We're in class with a SIL decibel meter up front, and everyone is screaming at the top of their lungs, hooting and shouting and pounding on their desks, shooting off firecrackers, its Phys 1240 gone wild...and the meter is reading a reasonably steady sound intensity level of 120 dB. At a pre-arranged signal from Professor Parker, sixty (60) percent of the class suddenly gets totally quiet, while the remaining students continue making the same noise.

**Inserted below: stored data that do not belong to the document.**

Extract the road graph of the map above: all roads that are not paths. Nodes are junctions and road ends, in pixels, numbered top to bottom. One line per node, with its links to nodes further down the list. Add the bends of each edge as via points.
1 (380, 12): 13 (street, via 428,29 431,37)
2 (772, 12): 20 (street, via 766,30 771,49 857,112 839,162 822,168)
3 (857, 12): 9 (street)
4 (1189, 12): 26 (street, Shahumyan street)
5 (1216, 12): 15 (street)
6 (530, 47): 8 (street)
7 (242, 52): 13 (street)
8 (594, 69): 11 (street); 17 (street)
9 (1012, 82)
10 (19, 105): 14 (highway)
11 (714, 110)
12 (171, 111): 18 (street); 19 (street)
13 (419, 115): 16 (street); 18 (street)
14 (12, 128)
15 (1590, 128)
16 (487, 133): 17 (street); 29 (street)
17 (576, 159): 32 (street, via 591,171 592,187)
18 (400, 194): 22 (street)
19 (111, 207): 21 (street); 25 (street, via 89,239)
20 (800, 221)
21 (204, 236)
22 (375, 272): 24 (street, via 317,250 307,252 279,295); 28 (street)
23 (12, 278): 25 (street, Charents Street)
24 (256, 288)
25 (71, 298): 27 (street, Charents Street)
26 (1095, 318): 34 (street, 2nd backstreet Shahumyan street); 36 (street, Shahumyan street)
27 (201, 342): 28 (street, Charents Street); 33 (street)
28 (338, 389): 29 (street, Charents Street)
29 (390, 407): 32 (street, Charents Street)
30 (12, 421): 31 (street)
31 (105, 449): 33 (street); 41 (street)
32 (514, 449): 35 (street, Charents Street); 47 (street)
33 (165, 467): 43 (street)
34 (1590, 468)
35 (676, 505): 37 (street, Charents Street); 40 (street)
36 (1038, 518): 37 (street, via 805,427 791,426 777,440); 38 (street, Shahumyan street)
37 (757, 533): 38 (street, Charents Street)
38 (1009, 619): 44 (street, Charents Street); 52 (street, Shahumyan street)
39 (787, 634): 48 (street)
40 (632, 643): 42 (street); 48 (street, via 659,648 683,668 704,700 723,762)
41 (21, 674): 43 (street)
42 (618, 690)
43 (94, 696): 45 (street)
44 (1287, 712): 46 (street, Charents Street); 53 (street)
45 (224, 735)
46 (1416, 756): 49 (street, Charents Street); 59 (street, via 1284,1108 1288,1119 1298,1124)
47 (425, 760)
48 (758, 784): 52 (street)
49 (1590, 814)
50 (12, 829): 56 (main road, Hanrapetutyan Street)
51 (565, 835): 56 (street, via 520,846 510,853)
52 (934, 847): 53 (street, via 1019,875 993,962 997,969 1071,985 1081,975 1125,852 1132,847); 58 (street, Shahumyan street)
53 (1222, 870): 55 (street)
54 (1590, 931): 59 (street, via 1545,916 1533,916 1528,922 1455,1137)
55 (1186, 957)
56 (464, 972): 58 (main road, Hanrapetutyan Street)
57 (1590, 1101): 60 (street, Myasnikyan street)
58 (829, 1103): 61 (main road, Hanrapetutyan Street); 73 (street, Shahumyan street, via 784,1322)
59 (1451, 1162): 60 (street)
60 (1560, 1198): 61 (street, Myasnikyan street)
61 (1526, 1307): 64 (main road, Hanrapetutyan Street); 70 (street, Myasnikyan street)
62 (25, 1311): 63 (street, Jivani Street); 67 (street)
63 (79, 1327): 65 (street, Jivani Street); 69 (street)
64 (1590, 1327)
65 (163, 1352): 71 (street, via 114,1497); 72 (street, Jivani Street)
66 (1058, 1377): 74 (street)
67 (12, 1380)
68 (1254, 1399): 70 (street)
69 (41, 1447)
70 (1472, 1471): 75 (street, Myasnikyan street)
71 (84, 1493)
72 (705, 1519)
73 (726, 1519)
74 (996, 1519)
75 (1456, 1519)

What sound intensity level would the meter now show?

I thought the answer would be 48dB's but that would be way to high? How would you explain how to get the answer to someone with no experience in physics and how to get the answer?

The sound power will be reduced to 40% of the original value.

Sound is measured in logarithmic units of decibels. 10 dB are a factor of 10 in power. In this case, the sound power is reduced not that much.

In your case,
dB reduction = 10 Log(10)2.5 = 4.0 dB

The new reading will be 116 dB

How are you getting 40%? Were does the 2.5 come from? I did this calculation on my calculator (the log part) and it came out to 25?

40% because the quiet number is 60%, so the ones are really making noise are the 40%. and 2.5 is because 100 divide by 40 would be 2.5

To determine the sound intensity level after 60% of the class gets quiet, we need to understand how sound intensity levels combine when different sound sources are present.

In this case, we have two different sound sources: the 60% of the class that becomes quiet (which we'll call "source A") and the remaining noisy students (which we'll call "source B").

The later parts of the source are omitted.